───── Record excerpts

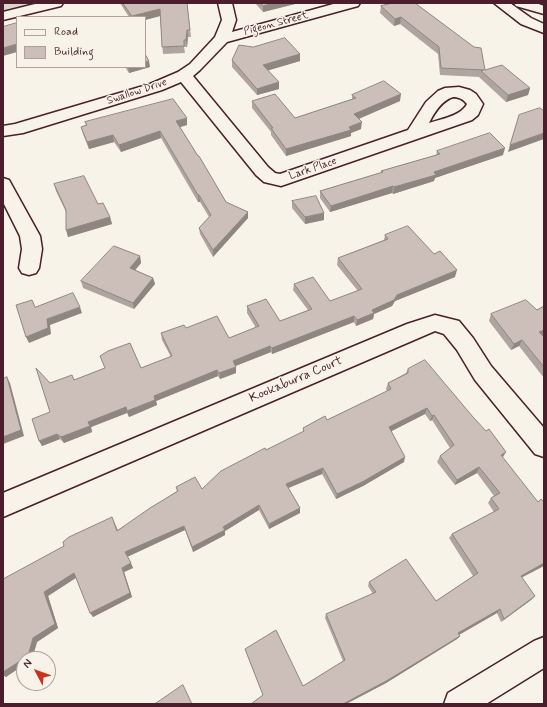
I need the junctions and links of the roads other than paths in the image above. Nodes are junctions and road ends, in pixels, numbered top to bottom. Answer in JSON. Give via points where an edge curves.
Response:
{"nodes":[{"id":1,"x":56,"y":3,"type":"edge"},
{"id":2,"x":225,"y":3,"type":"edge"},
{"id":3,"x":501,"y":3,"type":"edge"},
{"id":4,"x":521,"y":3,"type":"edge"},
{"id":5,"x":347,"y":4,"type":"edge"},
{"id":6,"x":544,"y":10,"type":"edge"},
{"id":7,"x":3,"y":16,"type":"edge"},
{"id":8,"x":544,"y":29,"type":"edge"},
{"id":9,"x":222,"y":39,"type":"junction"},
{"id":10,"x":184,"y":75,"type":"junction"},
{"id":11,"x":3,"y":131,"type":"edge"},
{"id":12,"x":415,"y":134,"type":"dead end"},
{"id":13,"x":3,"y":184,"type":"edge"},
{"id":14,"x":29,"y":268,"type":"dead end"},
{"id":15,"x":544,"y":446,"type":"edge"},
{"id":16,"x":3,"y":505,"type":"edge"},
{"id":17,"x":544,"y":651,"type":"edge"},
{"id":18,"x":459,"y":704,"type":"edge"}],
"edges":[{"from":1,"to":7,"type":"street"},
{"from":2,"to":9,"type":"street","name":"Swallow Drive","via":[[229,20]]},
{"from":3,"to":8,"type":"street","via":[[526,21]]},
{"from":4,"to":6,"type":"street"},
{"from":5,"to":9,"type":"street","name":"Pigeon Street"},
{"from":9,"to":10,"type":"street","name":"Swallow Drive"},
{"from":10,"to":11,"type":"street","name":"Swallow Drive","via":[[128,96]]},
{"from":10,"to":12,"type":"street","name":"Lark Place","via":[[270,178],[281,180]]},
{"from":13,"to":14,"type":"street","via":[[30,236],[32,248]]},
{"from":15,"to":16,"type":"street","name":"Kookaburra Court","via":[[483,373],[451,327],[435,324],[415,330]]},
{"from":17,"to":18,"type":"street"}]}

──────────
───── Record excerpts

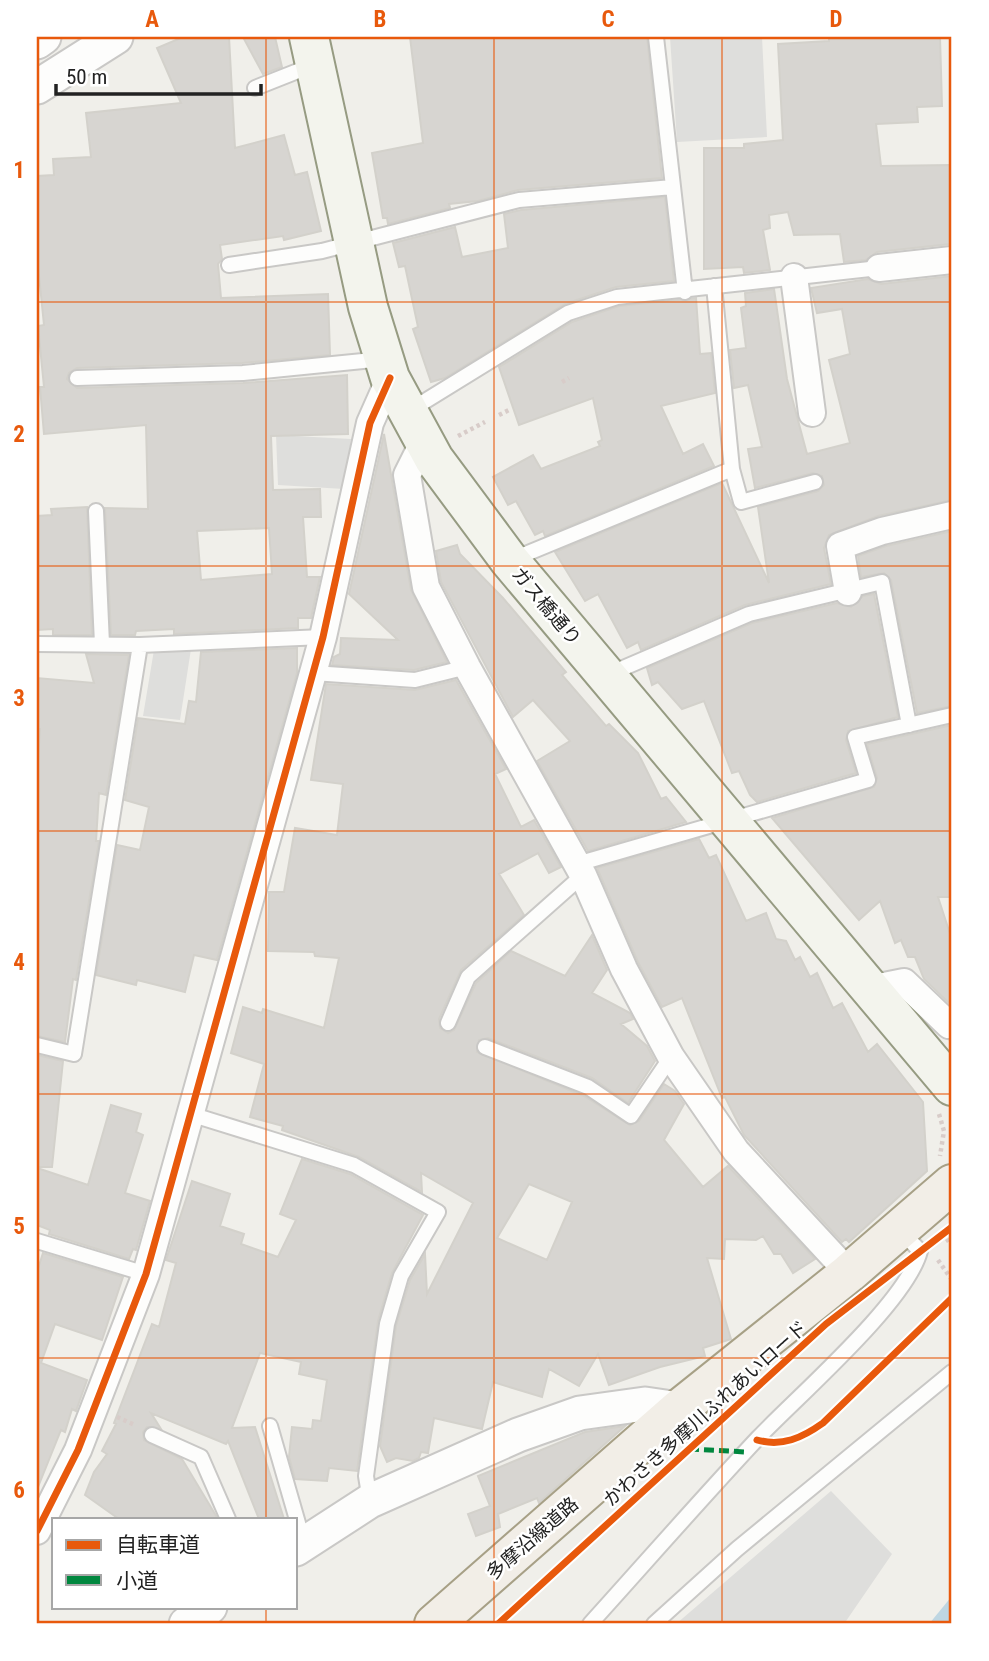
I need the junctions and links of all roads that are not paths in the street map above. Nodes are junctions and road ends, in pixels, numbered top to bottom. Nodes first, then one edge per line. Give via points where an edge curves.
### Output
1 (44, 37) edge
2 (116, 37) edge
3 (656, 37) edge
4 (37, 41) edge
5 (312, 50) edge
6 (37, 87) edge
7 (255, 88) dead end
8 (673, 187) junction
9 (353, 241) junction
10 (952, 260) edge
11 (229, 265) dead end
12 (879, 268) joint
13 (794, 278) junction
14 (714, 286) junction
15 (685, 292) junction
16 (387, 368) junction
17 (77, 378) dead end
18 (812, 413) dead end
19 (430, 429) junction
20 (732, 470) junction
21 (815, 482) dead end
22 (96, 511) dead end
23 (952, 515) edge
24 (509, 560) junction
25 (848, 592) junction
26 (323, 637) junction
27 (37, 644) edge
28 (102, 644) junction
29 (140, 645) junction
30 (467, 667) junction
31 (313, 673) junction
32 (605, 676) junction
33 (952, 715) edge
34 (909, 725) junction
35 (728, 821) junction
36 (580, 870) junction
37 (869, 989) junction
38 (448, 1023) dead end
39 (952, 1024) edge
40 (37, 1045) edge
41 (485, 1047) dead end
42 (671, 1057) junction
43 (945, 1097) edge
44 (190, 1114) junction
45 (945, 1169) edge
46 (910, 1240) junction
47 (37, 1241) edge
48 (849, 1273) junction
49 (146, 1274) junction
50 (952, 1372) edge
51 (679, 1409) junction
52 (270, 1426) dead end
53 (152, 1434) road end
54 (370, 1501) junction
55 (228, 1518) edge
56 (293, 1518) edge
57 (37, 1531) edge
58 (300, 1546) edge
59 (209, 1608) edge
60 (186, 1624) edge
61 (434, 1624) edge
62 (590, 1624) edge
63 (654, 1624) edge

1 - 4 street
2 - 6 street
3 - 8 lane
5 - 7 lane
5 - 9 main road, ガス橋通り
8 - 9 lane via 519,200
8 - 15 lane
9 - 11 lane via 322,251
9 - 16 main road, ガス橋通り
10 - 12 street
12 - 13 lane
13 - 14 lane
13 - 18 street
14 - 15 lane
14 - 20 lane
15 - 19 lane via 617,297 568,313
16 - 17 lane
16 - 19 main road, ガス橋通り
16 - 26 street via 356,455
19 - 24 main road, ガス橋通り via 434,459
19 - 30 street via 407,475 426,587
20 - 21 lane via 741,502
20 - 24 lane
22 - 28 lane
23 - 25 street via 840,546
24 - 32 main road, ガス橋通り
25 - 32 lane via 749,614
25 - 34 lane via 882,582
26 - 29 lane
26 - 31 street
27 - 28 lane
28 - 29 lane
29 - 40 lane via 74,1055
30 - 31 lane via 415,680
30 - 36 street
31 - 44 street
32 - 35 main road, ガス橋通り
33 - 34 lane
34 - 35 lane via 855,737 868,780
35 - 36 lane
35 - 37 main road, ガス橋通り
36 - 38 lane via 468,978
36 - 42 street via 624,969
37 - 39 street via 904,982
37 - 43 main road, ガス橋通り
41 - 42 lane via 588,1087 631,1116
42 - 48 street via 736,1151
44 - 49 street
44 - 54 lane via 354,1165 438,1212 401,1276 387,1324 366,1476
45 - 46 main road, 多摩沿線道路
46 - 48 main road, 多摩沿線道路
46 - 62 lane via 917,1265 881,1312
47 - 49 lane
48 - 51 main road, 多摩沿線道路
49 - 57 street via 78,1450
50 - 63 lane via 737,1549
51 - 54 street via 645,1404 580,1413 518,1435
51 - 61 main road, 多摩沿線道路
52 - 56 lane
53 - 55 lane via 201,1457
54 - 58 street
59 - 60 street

──────────

▶ _Your objective_: Look over the records. Copy the lines that include the word "Swallow".

▶ _Output of the task_:
{"from":2,"to":9,"type":"street","name":"Swallow Drive","via":[[229,20]]},
{"from":9,"to":10,"type":"street","name":"Swallow Drive"},
{"from":10,"to":11,"type":"street","name":"Swallow Drive","via":[[128,96]]},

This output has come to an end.